J Clin Immunol. 2025 Aug 23;45(1):124. doi: 10.1007/s10875-025-01912-z.
Hereditary angioedema with normal C1 inhibitor (HAE-nC1-INH) is a rare and genetically heterogeneous disorder with an incomplete molecular understanding. This study aimed to identify novel genetic variants associated with HAE-nC1-INH, characterize their clinical manifestations, and evaluate real-world treatment responses. Whole-exome sequencing of 27 HAE patients, including eight with HAE-nC1-INH, identified four previously unreported MYOF variants and additional pathogenic variants in KNG1 and HS3ST6, expanding the genetic spectrum of the disease. MYOF variants were associated with recurrent edema episodes, often with prolonged duration. The HS3ST6 variant was linked to refractory angioedema with non-resolving lower extremity involvement, highlighting atypical, persistent clinical phenotypes beyond the classical self-limiting presentation of HAE. Lanadelumab effectively reduced attack frequency in most patients; however, the variability in treatment response, particularly in MYOF and HS3ST6 carriers, highlights the need for individualized therapeutic approaches.
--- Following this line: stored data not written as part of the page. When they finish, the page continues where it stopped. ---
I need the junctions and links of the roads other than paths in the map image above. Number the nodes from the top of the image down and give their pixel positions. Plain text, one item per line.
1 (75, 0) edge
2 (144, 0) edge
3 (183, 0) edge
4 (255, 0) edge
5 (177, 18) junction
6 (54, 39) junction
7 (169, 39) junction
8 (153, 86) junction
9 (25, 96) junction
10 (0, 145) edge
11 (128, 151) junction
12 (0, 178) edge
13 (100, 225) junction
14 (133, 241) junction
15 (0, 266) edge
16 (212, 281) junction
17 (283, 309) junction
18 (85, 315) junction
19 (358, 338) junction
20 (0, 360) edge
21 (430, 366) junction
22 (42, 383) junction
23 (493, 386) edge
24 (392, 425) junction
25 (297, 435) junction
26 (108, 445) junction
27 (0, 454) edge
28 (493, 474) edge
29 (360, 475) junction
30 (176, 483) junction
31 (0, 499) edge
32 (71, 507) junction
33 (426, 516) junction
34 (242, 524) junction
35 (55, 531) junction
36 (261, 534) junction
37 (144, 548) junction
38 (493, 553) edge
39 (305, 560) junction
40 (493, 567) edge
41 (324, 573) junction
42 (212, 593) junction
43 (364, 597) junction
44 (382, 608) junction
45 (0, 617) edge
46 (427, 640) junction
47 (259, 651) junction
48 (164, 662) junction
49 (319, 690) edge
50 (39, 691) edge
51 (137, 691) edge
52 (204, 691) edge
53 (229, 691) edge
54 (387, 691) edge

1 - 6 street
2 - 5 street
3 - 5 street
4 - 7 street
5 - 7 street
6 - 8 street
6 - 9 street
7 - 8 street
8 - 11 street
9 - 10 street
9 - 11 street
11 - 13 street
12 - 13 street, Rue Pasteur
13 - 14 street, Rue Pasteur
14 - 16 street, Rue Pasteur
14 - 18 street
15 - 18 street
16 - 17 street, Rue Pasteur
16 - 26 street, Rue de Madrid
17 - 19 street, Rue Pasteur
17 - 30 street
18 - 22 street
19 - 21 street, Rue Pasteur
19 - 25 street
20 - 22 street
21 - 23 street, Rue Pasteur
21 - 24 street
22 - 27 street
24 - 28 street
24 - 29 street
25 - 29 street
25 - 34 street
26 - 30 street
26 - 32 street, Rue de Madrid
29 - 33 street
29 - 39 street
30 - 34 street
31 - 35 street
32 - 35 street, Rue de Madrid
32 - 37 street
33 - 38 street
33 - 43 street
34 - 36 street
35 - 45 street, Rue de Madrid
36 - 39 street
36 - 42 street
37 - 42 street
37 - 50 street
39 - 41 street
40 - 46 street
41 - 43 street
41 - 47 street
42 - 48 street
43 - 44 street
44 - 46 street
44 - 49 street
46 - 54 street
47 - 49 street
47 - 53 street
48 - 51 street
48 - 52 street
These findings provide new insights into the genetic and clinical complexity of HAE-nC1-INH and emphasize the importance of genetic testing in refining diagnosis and optimizing treatment strategies, contributing to a more precise understanding of hereditary angioedema.
C1抑制剂正常的遗传性血管性水肿(HAE-nC1-INH)是一种罕见的、基因异质性疾病,对其分子机制的了解尚不完整。本研究旨在鉴定与HAE-nC1-INH相关的新型基因变异,描述其临床表现,并评估实际治疗反应。对27例HAE患者进行全外显子测序,其中包括8例HAE-nC1-INH患者,鉴定出4个先前未报道的MYOF变异以及KNG1和HS3ST6中的其他致病变异,扩大了该疾病的基因谱。MYOF变异与复发性水肿发作相关,发作时间通常较长。HS3ST6变异与难治性血管性水肿及下肢受累不缓解有关,突出了HAE经典自限性表现之外的非典型、持续性临床表型。在大多数患者中,lanadelumab可有效降低发作频率;然而,治疗反应的变异性,尤其是在MYOF和HS3ST6携带者中,凸显了个体化治疗方法的必要性。这些发现为HAE-nC1-INH的遗传和临床复杂性提供了新的见解,并强调了基因检测在完善诊断和优化治疗策略中的重要性,有助于更精确地了解遗传性血管性水肿。